Each Outside Director is expected to comply with the minimum equity ownership guidelines as set forth on Exhibit A.




The Board may amend, alter, suspend or terminate this Policy at any time and for any reason. No amendment, alteration, suspension or termination of this Policy will materially impair the rights of an Outside Director with respect to compensation that already has been paid or awarded, unless otherwise mutually agreed between the Outside Director and the Company. Termination of this Policy will not affect the Board’s or the Compensation Committee’s ability to exercise the powers granted to it under the Plan with respect to Awards granted under the Plan pursuant to this Policy prior to the date of such termination.



Exhibit A

Stock Ownership Guidelines (the “Guidelines”)

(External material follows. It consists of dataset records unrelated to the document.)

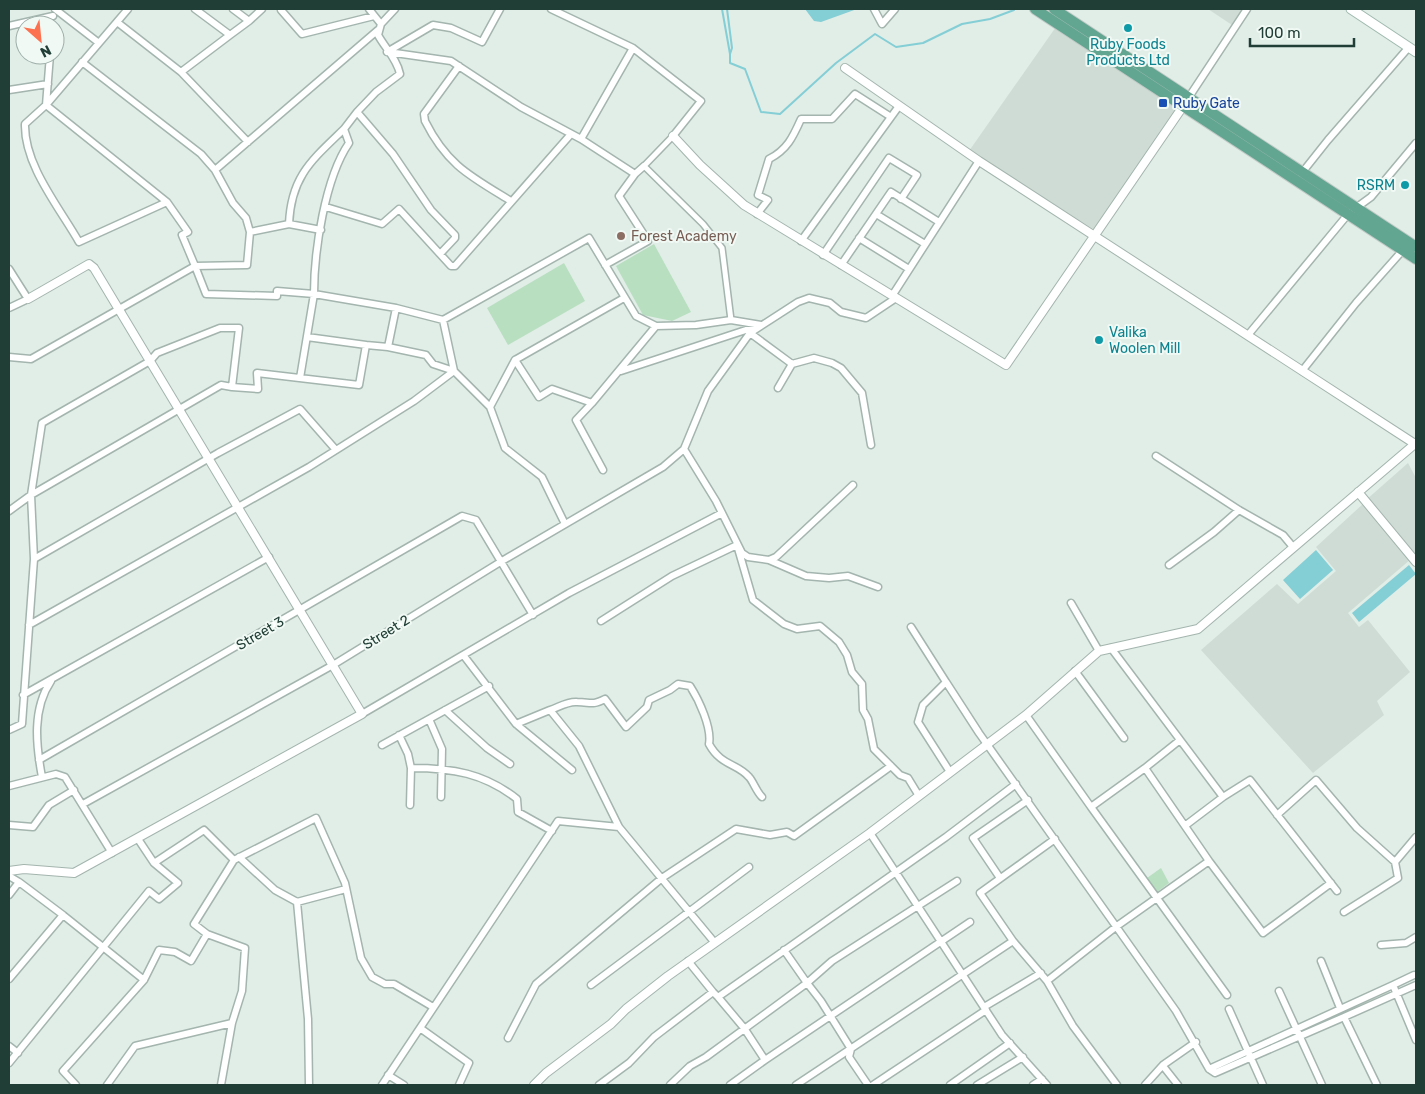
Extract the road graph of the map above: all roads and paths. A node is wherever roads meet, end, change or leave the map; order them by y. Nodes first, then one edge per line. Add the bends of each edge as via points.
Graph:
1 (128, 9) edge
2 (195, 9) edge
3 (233, 9) edge
4 (262, 9) edge
5 (281, 9) edge
6 (369, 9) edge
7 (395, 9) edge
8 (500, 9) edge
9 (551, 9) edge
10 (874, 9) edge
11 (895, 9) edge
12 (1035, 9) edge
13 (1054, 9) edge
14 (1247, 9) edge
15 (1351, 9) edge
16 (54, 11) edge
17 (374, 16) junction
18 (250, 21) junction
19 (117, 22) junction
20 (9, 26) edge
21 (380, 27) junction
22 (230, 35) junction
23 (98, 43) junction
24 (633, 48) junction
25 (1413, 50) edge
26 (387, 52) junction
27 (82, 62) junction
28 (49, 65) edge
29 (459, 66) junction
30 (845, 68) dead end
31 (181, 72) junction
32 (48, 84) junction
33 (9, 90) edge
34 (1186, 101) junction
35 (46, 105) junction
36 (899, 106) junction
37 (357, 112) junction
38 (891, 117) junction
39 (344, 129) junction
40 (570, 134) junction
41 (674, 136) junction
42 (581, 139) junction
43 (248, 142) junction
44 (1416, 144) edge
45 (979, 161) junction
46 (644, 166) junction
47 (215, 170) junction
48 (635, 174) junction
49 (1300, 176) junction
50 (901, 199) junction
51 (511, 201) junction
52 (167, 202) junction
53 (326, 207) junction
54 (1352, 210) junction
55 (757, 214) junction
56 (876, 214) junction
57 (939, 222) junction
58 (289, 224) junction
59 (321, 230) junction
60 (250, 232) junction
61 (1095, 237) junction
62 (859, 238) junction
63 (801, 241) junction
64 (925, 244) junction
65 (1416, 247) edge
66 (1404, 250) junction
67 (440, 254) junction
68 (823, 254) junction
69 (1416, 259) edge
70 (605, 265) junction
71 (841, 265) junction
72 (195, 266) junction
73 (9, 269) edge
74 (910, 269) junction
75 (314, 294) junction
76 (894, 297) junction
77 (624, 298) junction
78 (28, 299) junction
79 (9, 308) edge
80 (396, 308) junction
81 (119, 310) junction
82 (443, 320) junction
83 (731, 320) junction
84 (656, 326) junction
85 (750, 333) junction
86 (1248, 335) junction
87 (307, 337) junction
88 (366, 345) junction
89 (388, 348) junction
90 (9, 357) edge
91 (515, 360) junction
92 (150, 361) junction
93 (792, 364) junction
94 (621, 370) junction
95 (454, 371) junction
96 (1302, 371) junction
97 (300, 378) junction
98 (232, 387) junction
99 (778, 388) dead end
100 (592, 403) junction
101 (490, 407) junction
102 (180, 410) junction
103 (1416, 444) edge
104 (871, 445) dead end
105 (684, 449) junction
106 (336, 450) junction
107 (1156, 456) dead end
108 (209, 458) junction
109 (604, 470) dead end
110 (853, 485) dead end
111 (1358, 492) junction
112 (31, 495) junction
113 (239, 507) junction
114 (1239, 510) junction
115 (9, 512) edge
116 (722, 513) junction
117 (565, 524) junction
118 (737, 545) junction
119 (1293, 547) junction
120 (269, 557) junction
121 (34, 560) junction
122 (769, 560) junction
123 (502, 561) junction
124 (1416, 562) edge
125 (1169, 564) dead end
126 (878, 587) dead end
127 (1071, 602) dead end
128 (300, 609) junction
129 (533, 615) junction
130 (601, 620) dead end
131 (29, 625) junction
132 (911, 627) dead end
133 (1111, 648) junction
134 (1099, 651) junction
135 (464, 656) junction
136 (333, 665) junction
137 (1075, 671) junction
138 (53, 678) junction
139 (946, 682) junction
140 (489, 686) junction
141 (23, 695) junction
142 (445, 710) junction
143 (550, 710) junction
144 (362, 714) junction
145 (1026, 715) junction
146 (429, 719) junction
147 (516, 724) junction
148 (9, 730) edge
149 (399, 735) junction
150 (1124, 738) dead end
151 (1180, 740) junction
152 (988, 744) junction
153 (382, 745) dead end
154 (39, 760) junction
155 (510, 764) dead end
156 (891, 766) junction
157 (411, 768) junction
158 (442, 768) junction
159 (1145, 768) junction
160 (572, 770) dead end
161 (950, 772) junction
162 (42, 776) junction
163 (1016, 784) junction
164 (9, 786) edge
165 (74, 790) junction
166 (919, 796) junction
167 (441, 797) dead end
168 (762, 797) dead end
169 (1223, 797) junction
170 (1028, 800) junction
171 (82, 804) junction
172 (410, 805) dead end
173 (1091, 807) junction
174 (1277, 815) junction
175 (9, 826) edge
176 (1186, 826) junction
177 (619, 827) junction
178 (552, 831) junction
179 (870, 833) junction
180 (1416, 837) edge
181 (138, 839) junction
182 (1055, 839) junction
183 (112, 853) junction
184 (236, 858) junction
185 (1209, 861) junction
186 (1395, 862) junction
187 (154, 864) junction
188 (749, 867) dead end
189 (9, 871) edge
190 (896, 872) junction
191 (9, 876) edge
192 (662, 878) junction
193 (1000, 878) junction
194 (957, 881) dead end
195 (19, 882) junction
196 (1330, 883) junction
197 (346, 889) junction
198 (1337, 891) dead end
199 (9, 895) edge
200 (1156, 899) junction
201 (297, 902) junction
202 (919, 906) junction
203 (688, 910) junction
204 (1344, 912) dead end
205 (63, 915) junction
206 (970, 922) dead end
207 (1117, 926) junction
208 (207, 934) junction
209 (1416, 937) edge
210 (941, 941) junction
211 (1013, 941) junction
212 (715, 943) junction
213 (1380, 945) dead end
214 (103, 948) junction
215 (784, 950) junction
216 (688, 961) junction
217 (1320, 961) dead end
218 (963, 973) junction
219 (1041, 973) junction
220 (1414, 975) dead end
221 (9, 979) edge
222 (144, 980) junction
223 (1047, 981) junction
224 (807, 983) junction
225 (590, 985) dead end
226 (1393, 985) junction
227 (1416, 986) edge
228 (1279, 991) dead end
229 (716, 994) junction
230 (1397, 994) junction
231 (1227, 995) dead end
232 (433, 1007) junction
233 (1340, 1008) junction
234 (985, 1009) junction
235 (1229, 1009) dead end
236 (830, 1015) junction
237 (1344, 1017) junction
238 (232, 1024) junction
239 (420, 1028) junction
240 (744, 1028) junction
241 (1296, 1028) junction
242 (1299, 1035) junction
243 (508, 1038) dead end
244 (1416, 1040) edge
245 (1196, 1042) junction
246 (1010, 1043) junction
247 (9, 1046) edge
248 (851, 1049) junction
249 (18, 1053) junction
250 (1249, 1054) junction
251 (1023, 1057) junction
252 (765, 1060) junction
253 (9, 1063) edge
254 (1163, 1066) junction
255 (388, 1075) junction
256 (1042, 1079) junction
257 (734, 1084) edge
258 (76, 1085) edge
259 (107, 1085) edge
260 (221, 1085) edge
261 (309, 1085) edge
262 (382, 1085) edge
263 (404, 1085) edge
264 (459, 1085) edge
265 (534, 1085) edge
266 (599, 1085) edge
267 (670, 1085) edge
268 (796, 1085) edge
269 (868, 1085) edge
270 (872, 1085) edge
271 (950, 1085) edge
272 (976, 1085) edge
273 (1033, 1085) edge
274 (1047, 1085) edge
275 (1117, 1085) edge
276 (1145, 1085) edge
277 (1178, 1085) edge
278 (1263, 1085) edge
279 (1322, 1085) edge
280 (1377, 1085) edge

1 - 19 street
2 - 22 street
3 - 18 street
4 - 18 street
5 - 17 street via 302,34
6 - 17 street
7 - 21 street
8 - 26 street via 482,42 451,28 433,25
9 - 24 street
10 - 11 street via 882,24
12 - 34 main road
13 - 34 main road
14 - 34 street
15 - 25 main road
16 - 20 street
16 - 23 street
17 - 21 street
18 - 22 street
19 - 23 street
19 - 31 street
21 - 26 street via 378,35
21 - 43 street
22 - 31 street
23 - 27 street
24 - 41 street via 701,101
24 - 42 street
25 - 49 street
26 - 29 street via 451,61
26 - 37 street via 396,60 400,74
27 - 35 street
27 - 47 street via 201,154
28 - 32 street
29 - 40 street via 521,107
29 - 51 street via 424,114 425,120 448,159
30 - 36 street
31 - 43 street
32 - 33 street
32 - 35 street
34 - 49 main road
34 - 61 street
35 - 52 street
35 - 52 street via 26,124 25,138 31,159 79,242
36 - 38 street
36 - 45 street
37 - 39 street
37 - 67 street via 393,154 431,210 455,235
38 - 55 street via 855,94 832,119 801,119 791,140 780,153 769,159 758,195 768,200
38 - 63 street
39 - 53 street via 349,143 334,170
39 - 58 street via 296,183
40 - 42 street
40 - 51 street
41 - 46 street
41 - 55 street via 723,188
42 - 48 street
43 - 47 street
44 - 54 street via 1371,197
45 - 57 street
45 - 61 street
46 - 48 street
46 - 83 street via 703,224 722,248
47 - 60 street via 233,203 246,218
48 - 70 street via 619,196 648,241
49 - 54 main road
50 - 56 street via 891,192
50 - 57 street
50 - 68 street via 917,175 889,158
51 - 67 street via 455,266
52 - 72 street via 188,232 182,235
53 - 59 street
53 - 67 street via 382,224 399,210
54 - 65 main road
54 - 66 main road
54 - 86 street
55 - 63 street
56 - 62 street
56 - 64 street
57 - 64 street
58 - 59 street
58 - 60 street
59 - 75 street
60 - 72 street via 248,265
61 - 76 street via 1006,365
61 - 86 street
62 - 71 street
62 - 74 street
63 - 68 street
64 - 74 street
66 - 69 main road
66 - 96 street via 1356,303
68 - 71 street
70 - 77 street
70 - 82 street via 590,238
71 - 76 street
72 - 75 street via 206,294 277,296 277,291
72 - 81 street
73 - 78 street
74 - 76 street
75 - 80 street
75 - 87 street
76 - 85 street via 866,318 841,312 830,303 809,298
77 - 84 street via 636,316
77 - 91 street
78 - 79 street
78 - 81 street via 89,264
80 - 82 street
80 - 89 street
81 - 90 street via 31,359
81 - 92 street
82 - 95 street
83 - 84 street
83 - 94 street via 760,324
84 - 94 street
85 - 93 street
85 - 105 street via 708,391
86 - 96 street
87 - 88 street
87 - 97 street
88 - 89 street
88 - 97 street via 359,385
89 - 95 street via 419,352 433,364
91 - 100 street via 539,397 552,389
91 - 101 street
92 - 98 street via 157,353 179,343 220,328 239,328
92 - 102 street
92 - 112 street via 42,424
93 - 99 street
93 - 104 street via 814,358 841,368 862,392
94 - 100 street
95 - 101 street
95 - 106 street via 414,401
96 - 103 street
97 - 98 street via 258,373 258,389
98 - 102 street via 221,385
100 - 109 street via 576,420
101 - 117 street via 505,448 542,477
102 - 108 street
102 - 112 street
103 - 111 street
105 - 116 street
105 - 117 street, Street 2 via 663,467
106 - 108 street via 300,409
106 - 113 street
107 - 114 street
108 - 113 street
108 - 121 street
110 - 122 street
111 - 119 street
111 - 124 street
112 - 115 street
112 - 121 street
113 - 120 street
113 - 131 street
114 - 119 street via 1283,534
114 - 125 street
116 - 118 street
116 - 129 street
117 - 123 street, Street 2
118 - 122 street via 748,557
118 - 130 street via 672,576
118 - 156 street via 753,600 784,624 797,629 820,626 839,642 852,672 862,684 863,710 874,750
119 - 133 street via 1198,629
120 - 128 street
120 - 138 street
121 - 131 street
122 - 126 street via 806,576 848,576
123 - 128 street, Street 3 via 476,520 462,516
123 - 129 street
123 - 136 street, Street 2
127 - 134 street
128 - 136 street
128 - 154 street, Street 3
129 - 135 street
131 - 141 street
132 - 139 street
133 - 134 street
133 - 151 street
134 - 137 street
135 - 140 street
135 - 144 street
136 - 144 street
136 - 171 street, Street 2
137 - 145 street
137 - 150 street
138 - 141 street
138 - 154 street via 42,694 38,716
139 - 152 street
139 - 161 street via 923,705 918,722
140 - 142 street
140 - 147 street
141 - 148 street via 22,724
142 - 146 street
142 - 155 street via 486,748
143 - 147 street
143 - 168 street via 567,703 592,705 605,699 626,727 647,707 649,700 678,684 690,686 715,755 749,777
143 - 177 street via 579,746
144 - 181 street
145 - 152 street
145 - 173 street
146 - 149 street
146 - 158 street via 442,749
147 - 160 street
149 - 153 street
149 - 157 street
151 - 159 street
151 - 169 street
152 - 161 street
152 - 163 street
154 - 162 street
156 - 166 street via 908,778
156 - 192 street via 794,836 787,832 770,835 736,830
157 - 158 street
157 - 172 street
158 - 167 street
158 - 178 street via 470,774 504,790 517,799 518,812
159 - 173 street
159 - 176 street
161 - 166 street
162 - 164 street
162 - 165 street via 56,774 65,778
163 - 170 street
163 - 190 street
165 - 171 street
165 - 175 street via 49,804 33,827
166 - 179 street
169 - 174 street via 1250,780
169 - 176 street
170 - 182 street
170 - 193 street via 973,838
171 - 183 street
173 - 200 street
174 - 186 street via 1316,780 1357,828
174 - 196 street
176 - 185 street
177 - 178 street via 558,821
177 - 192 street
178 - 232 street
179 - 190 street
179 - 212 street
180 - 186 street
181 - 183 street
181 - 187 street
182 - 193 street
182 - 207 street
183 - 189 street via 74,873
184 - 187 street via 204,830
184 - 197 street via 316,818
184 - 201 street via 276,890
184 - 208 street via 194,924
185 - 196 street via 1263,933
185 - 200 street
186 - 204 street via 1398,878
187 - 214 street via 178,883 159,900 149,891
188 - 203 street
190 - 202 street
190 - 215 street
191 - 195 street
192 - 203 street
192 - 243 street via 536,984
193 - 211 street via 980,893
194 - 202 street
195 - 199 street
195 - 205 street
196 - 198 street
197 - 201 street
197 - 232 street via 361,958 372,977 385,984 394,984
200 - 207 street
200 - 231 street
201 - 261 street via 308,1019
202 - 210 street
202 - 224 street via 832,961
203 - 212 street
203 - 225 street
205 - 214 street
205 - 221 street
206 - 210 street
207 - 223 street
207 - 245 street
208 - 222 street via 191,961 175,952 159,950
208 - 238 street via 245,948 242,991
209 - 213 street via 1406,943
210 - 218 street
210 - 236 street
211 - 218 street
211 - 219 street
212 - 216 street
214 - 222 street
214 - 249 street
215 - 224 street
215 - 229 street
216 - 229 street
216 - 265 street
217 - 233 street
218 - 234 street
218 - 248 street
219 - 223 street
219 - 234 street
220 - 226 street
222 - 258 street via 63,1071
223 - 275 street via 1073,1026
224 - 236 street
224 - 240 street
226 - 230 street
226 - 233 street
227 - 230 street
228 - 241 street
229 - 240 street
229 - 266 street via 654,1036 629,1063
230 - 237 street
230 - 244 street
232 - 239 street
233 - 241 street
234 - 246 street
234 - 270 street
235 - 250 street
236 - 248 street
236 - 252 street
237 - 242 street
237 - 280 street
238 - 259 street via 135,1046
238 - 260 street
239 - 255 street
239 - 264 street via 469,1063
240 - 252 street
240 - 267 street via 690,1066
241 - 242 street
241 - 250 street
242 - 250 street
242 - 279 street
245 - 250 street via 1209,1069 1215,1073
245 - 254 street
246 - 251 street
246 - 271 street
247 - 249 street
248 - 268 street
248 - 269 street via 849,1057
249 - 253 street
250 - 278 street
251 - 256 street
251 - 272 street
252 - 257 street
254 - 276 street
254 - 277 street
255 - 262 street
255 - 263 street
256 - 273 street
256 - 274 street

Each Outside Director (a “Covered Person”) must comply with the following minimum ownership guidelines:


Minimum Ownership Level


Timing of Compliance

Equity Interests (as defined below) of at least 5 times the Annual Cash Retainer.    By the fifth anniversary of the later of (i) the Effective Date or (ii) the date such individual becomes an Outside Director, and thereafter at all times during which the individual remains an Outside Directors.

Equity Interests” means Shares: (1) directly owned by a Covered Person or his or her immediate family members residing in the same household; (2) beneficially owned by a Covered Person, but held in trust, limited partnerships, or similar entities for the sole benefit of the Outside Directors or his or her immediate family members residing in the same household; (3) held in retirement or deferred compensation accounts for the benefit of a Covered Person or his or her immediate family members residing in the same household; and (4) held by affiliates of the Outside Director (e.g., investment funds that employ an Outside Director or the Outside Director is a partner of). For clarity, “Equity Interests” includes unvested or restricted Shares and unvested or unsettled Company equity awards (other than Company options) but excludes any Company options (whether vested or unvested) covering Shares.

Exceptions: The Compensation Committee may waive, at its discretion, these Guidelines for Directors joining the Board from government, academia, or similar professions. The Compensation Committee may also temporarily suspend, at its discretion, these Guidelines for one or more Outside Directors if compliance would create severe hardship or prevent such Outside Director from complying with a court order.

Amendments: The Board may amend these Guidelines from time to time.